I'll post explanatory notes later today once I have gone right through this article--Bob Burton 22:04, 6 Apr 2005 (EDT)

OK - I have cut out far more material than I was originally thinking. In part this was because:

  • it will be easier to add material back in if we have a cleaner slate to work with and an agreed format for the article;
  • while I'm not especially familiar with the topic it was a least useful in not being able to follow some of the jumps in the article;
  • The existing Wikipedia article is pretty extensive, bigger and while I think is rough in parts its better than what we have here; so I'm wary of spending lots of time rewriting for little overall gain.
  • Overall I think the most useful thing about the entry we have here is the list of articles in the linked file - though there are some substantial gaps in that when it seems nothing has been added. Now that the initial spike in reporting on the necons has recede somewhet perhaps what is left in the ext links section could be culled a bit further to get down to a list of essential readings. (Some of those I left there yesterday substantially overlapped but I didnlt have time to read them all and cull the least useful).
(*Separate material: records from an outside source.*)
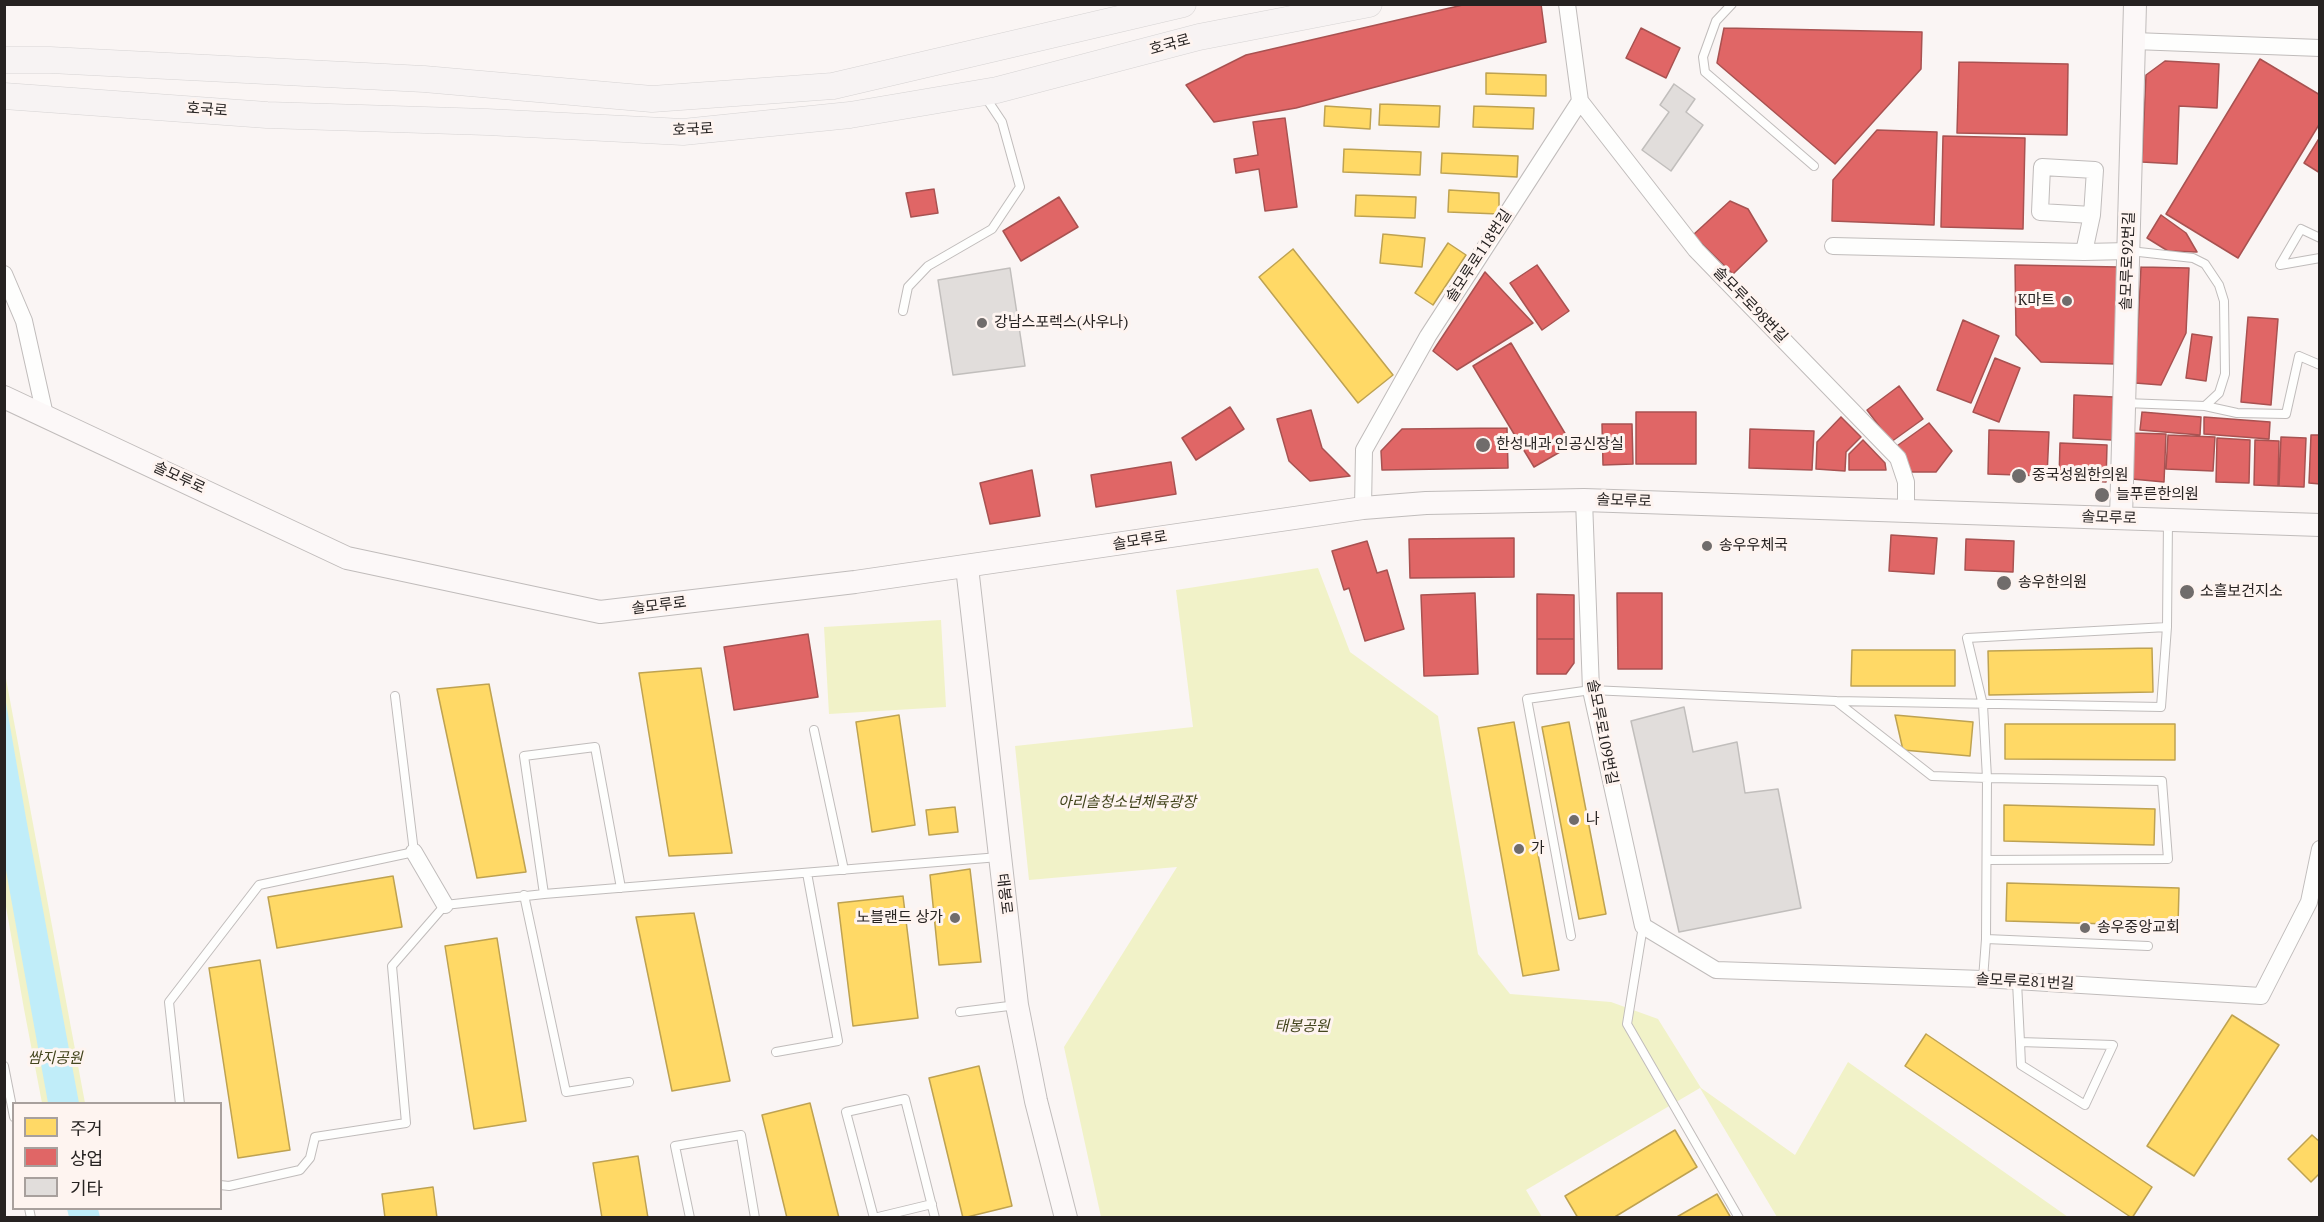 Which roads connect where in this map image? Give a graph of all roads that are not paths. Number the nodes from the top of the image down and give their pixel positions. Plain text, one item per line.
1 (1183, 4) edge
2 (1369, 4) edge
3 (1567, 4) edge
4 (1732, 4) edge
5 (2135, 4) edge
6 (2134, 41) junction
7 (2319, 48) edge
8 (4, 60) edge
9 (982, 93) junction
10 (4, 96) edge
11 (1580, 101) junction
12 (1814, 166) dead end
13 (2092, 215) dead end
14 (2319, 238) edge
15 (1833, 246) dead end
16 (2129, 251) junction
17 (2084, 252) junction
18 (2319, 258) edge
19 (4, 274) edge
20 (903, 311) dead end
21 (2319, 365) edge
22 (4, 397) edge
23 (2124, 403) junction
24 (2205, 406) junction
25 (45, 415) junction
26 (1584, 500) junction
27 (1364, 507) junction
28 (1906, 510) junction
29 (2121, 518) junction
30 (2168, 520) junction
31 (2319, 525) edge
32 (966, 567) junction
33 (2167, 627) junction
34 (1591, 690) junction
35 (395, 696) dead end
36 (1836, 701) junction
37 (1983, 705) junction
38 (814, 730) dead end
39 (1987, 778) junction
40 (2319, 849) edge
41 (414, 852) junction
42 (999, 856) junction
43 (1988, 860) junction
44 (844, 870) junction
45 (807, 873) junction
46 (621, 888) junction
47 (544, 894) junction
48 (524, 896) junction
49 (446, 905) junction
50 (1643, 926) junction
51 (1571, 936) dead end
52 (1986, 939) junction
53 (2148, 946) dead end
54 (1983, 979) junction
55 (2017, 982) junction
56 (1017, 1005) junction
57 (960, 1012) dead end
58 (2020, 1042) junction
59 (776, 1052) dead end
60 (4, 1066) edge
61 (629, 1082) dead end
62 (180, 1102) edge
63 (12, 1107) edge
64 (222, 1185) edge
65 (932, 1204) junction
66 (690, 1218) edge
67 (755, 1218) edge
68 (874, 1218) edge
69 (935, 1218) edge
70 (1066, 1218) edge
71 (1739, 1218) edge

1 - 8 main road
2 - 9 main road, 호국로
3 - 11 street
4 - 12 lane
5 - 6 main road, 솔모루로92번길
6 - 7 street
6 - 16 main road, 솔모루로92번길
9 - 10 main road, 호국로
9 - 20 lane
11 - 27 street, 솔모루로118번길
11 - 28 street, 솔모루로98번길
13 - 17 street
14 - 18 lane
15 - 17 street
16 - 17 street
16 - 23 main road, 솔모루로92번길
16 - 24 lane
19 - 25 street
21 - 24 lane
22 - 25 main road, 솔모루로
23 - 24 lane
23 - 29 main road, 솔모루로92번길
25 - 32 main road, 솔모루로
26 - 27 main road, 솔모루로
26 - 28 main road, 솔모루로
26 - 34 street, 솔모루로109번길
27 - 32 main road, 솔모루로
28 - 29 main road, 솔모루로
29 - 30 main road, 솔모루로
30 - 31 main road, 솔모루로
30 - 33 lane
32 - 42 main road, 태봉로
33 - 37 lane
33 - 37 lane
34 - 36 lane
34 - 50 street, 솔모루로109번길
34 - 51 lane
35 - 41 lane
36 - 37 lane
36 - 39 lane
37 - 39 lane
38 - 44 lane
39 - 43 lane
39 - 43 lane
40 - 55 street, 솔모루로81번길
41 - 49 street
41 - 62 lane
42 - 44 lane
42 - 56 main road, 태봉로
43 - 52 lane
44 - 45 lane
45 - 46 lane
45 - 59 lane
46 - 47 lane
46 - 47 lane
47 - 48 lane
48 - 49 lane
48 - 61 lane
49 - 64 lane
50 - 54 street, 솔모루로81번길
50 - 71 lane
52 - 53 lane
52 - 54 lane
54 - 55 street, 솔모루로81번길
55 - 58 lane
56 - 57 lane
56 - 70 main road, 태봉로
58 - 58 lane
60 - 63 lane
65 - 68 lane
65 - 68 lane
65 - 69 lane
66 - 67 lane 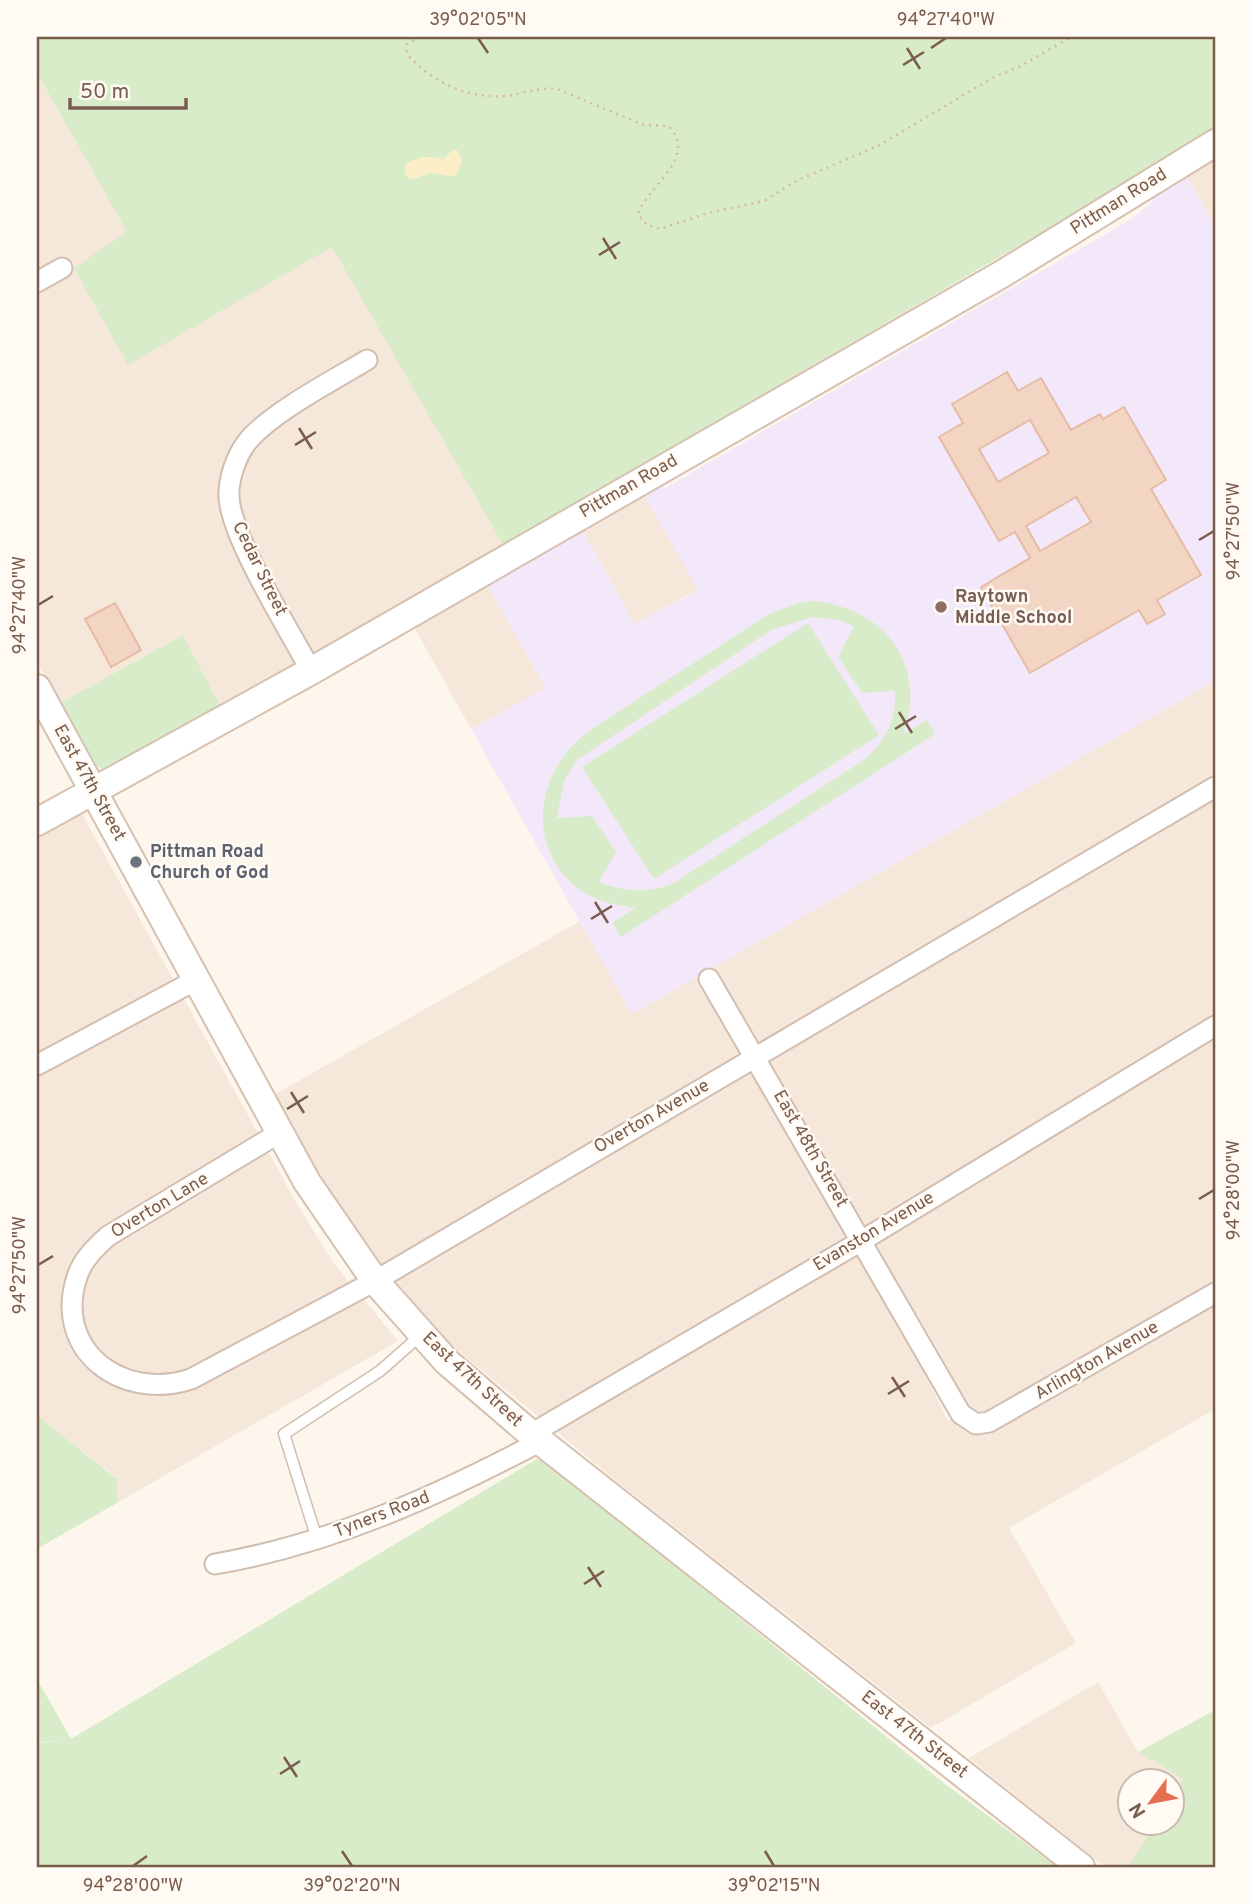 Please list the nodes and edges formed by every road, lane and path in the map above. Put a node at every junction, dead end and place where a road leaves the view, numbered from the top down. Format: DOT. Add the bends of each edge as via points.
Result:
graph roads {
  1 [pos="420,37"];
  2 [pos="729,37"];
  3 [pos="773,37"];
  4 [pos="1071,37"];
  5 [pos="1215,143"];
  6 [pos="62,268"];
  7 [pos="37,282"];
  8 [pos="367,360"];
  9 [pos="311,671"];
  10 [pos="37,688"];
  11 [pos="1215,787"];
  12 [pos="93,790"];
  13 [pos="37,822"];
  14 [pos="709,979"];
  15 [pos="196,980"];
  16 [pos="1215,1026"];
  17 [pos="756,1057"];
  18 [pos="37,1065"];
  19 [pos="279,1133"];
  20 [pos="863,1240"];
  21 [pos="375,1281"];
  22 [pos="1215,1293"];
  23 [pos="422,1334"];
  24 [pos="84,1345"];
  25 [pos="976,1424"];
  26 [pos="536,1438"];
  27 [pos="317,1539"];
  28 [pos="215,1564"];
  29 [pos="1081,1867"];
  1 -- 4 [label="path" via="407,44 407,54 432,78 461,89 501,96 557,89 644,125 668,126 677,143 671,170 641,204 638,215 647,225 660,229 764,201 799,180 878,146 993,77"];
  2 -- 3 [label="path"];
  5 -- 9 [label="main road, Pittman Road" via="1002,274"];
  6 -- 7 [label="street"];
  8 -- 9 [label="street, Cedar Street" via="280,414 247,442 231,475 234,526"];
  9 -- 12 [label="main road, Pittman Road"];
  10 -- 12 [label="main road, East 47th Street"];
  11 -- 17 [label="street, Overton Avenue"];
  12 -- 13 [label="main road, Pittman Road"];
  12 -- 15 [label="main road, East 47th Street"];
  14 -- 17 [label="street, East 48th Street"];
  15 -- 18 [label="street"];
  15 -- 19 [label="main road, East 47th Street"];
  16 -- 20 [label="street, Evanston Avenue"];
  17 -- 20 [label="street, East 48th Street"];
  17 -- 21 [label="street, Overton Avenue"];
  19 -- 21 [label="main road, East 47th Street"];
  19 -- 24 [label="street, Overton Lane" via="108,1236 89,1255 73,1293 76,1327"];
  20 -- 25 [label="street, East 48th Street" via="961,1414"];
  20 -- 26 [label="street, Evanston Avenue"];
  21 -- 23 [label="main road, East 47th Street"];
  21 -- 24 [label="street, Overton Avenue" via="172,1385 124,1381 96,1362"];
  22 -- 25 [label="street, Arlington Avenue" via="989,1422"];
  23 -- 26 [label="main road, East 47th Street" via="447,1362"];
  23 -- 27 [label="lane" via="380,1371 284,1434"];
  26 -- 27 [label="street, Tyners Road" via="453,1488"];
  26 -- 29 [label="main road, East 47th Street"];
  27 -- 28 [label="street, Tyners Road" via="267,1555"];
}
I have appended my comments following each relocated section as an indented par.

Origins

Originally, in the context of the United States, it referred to a right-wing movement of former political leftists. As Michael Lind has observed, "Most neoconservative defense intellectuals have their roots on the left, not the right. They are products of the influential Jewish-American sector of the Trotskyist movement of the 1930s and 1940s, which morphed into anti-communist liberalism between the 1950s and 1970s and finally into a kind of militaristic and imperial right with no precedents in American culture or political history."

the is traversing similar territory that that covered in material I have left in.

The 1955 book "The New American Right" (Criterion Books, LC# 55-11024; out of print) exposes the intellectual antecedents of the neoconservative movement as far more complex than the transmogrification of 1930's leftists into 21st Century neoconservative militarists. Edited by Daniel Bell, it includes essays by Bell, Hofstadter, Reisman, Glazer, Viereck, Parsons, and Lipset. Part of that legendary transformation can be seen in the PBS film "Arguing the World" which is documented in producer Joseph Dorman's book "Arguing the World: The New York Intellectuals in their Own Words".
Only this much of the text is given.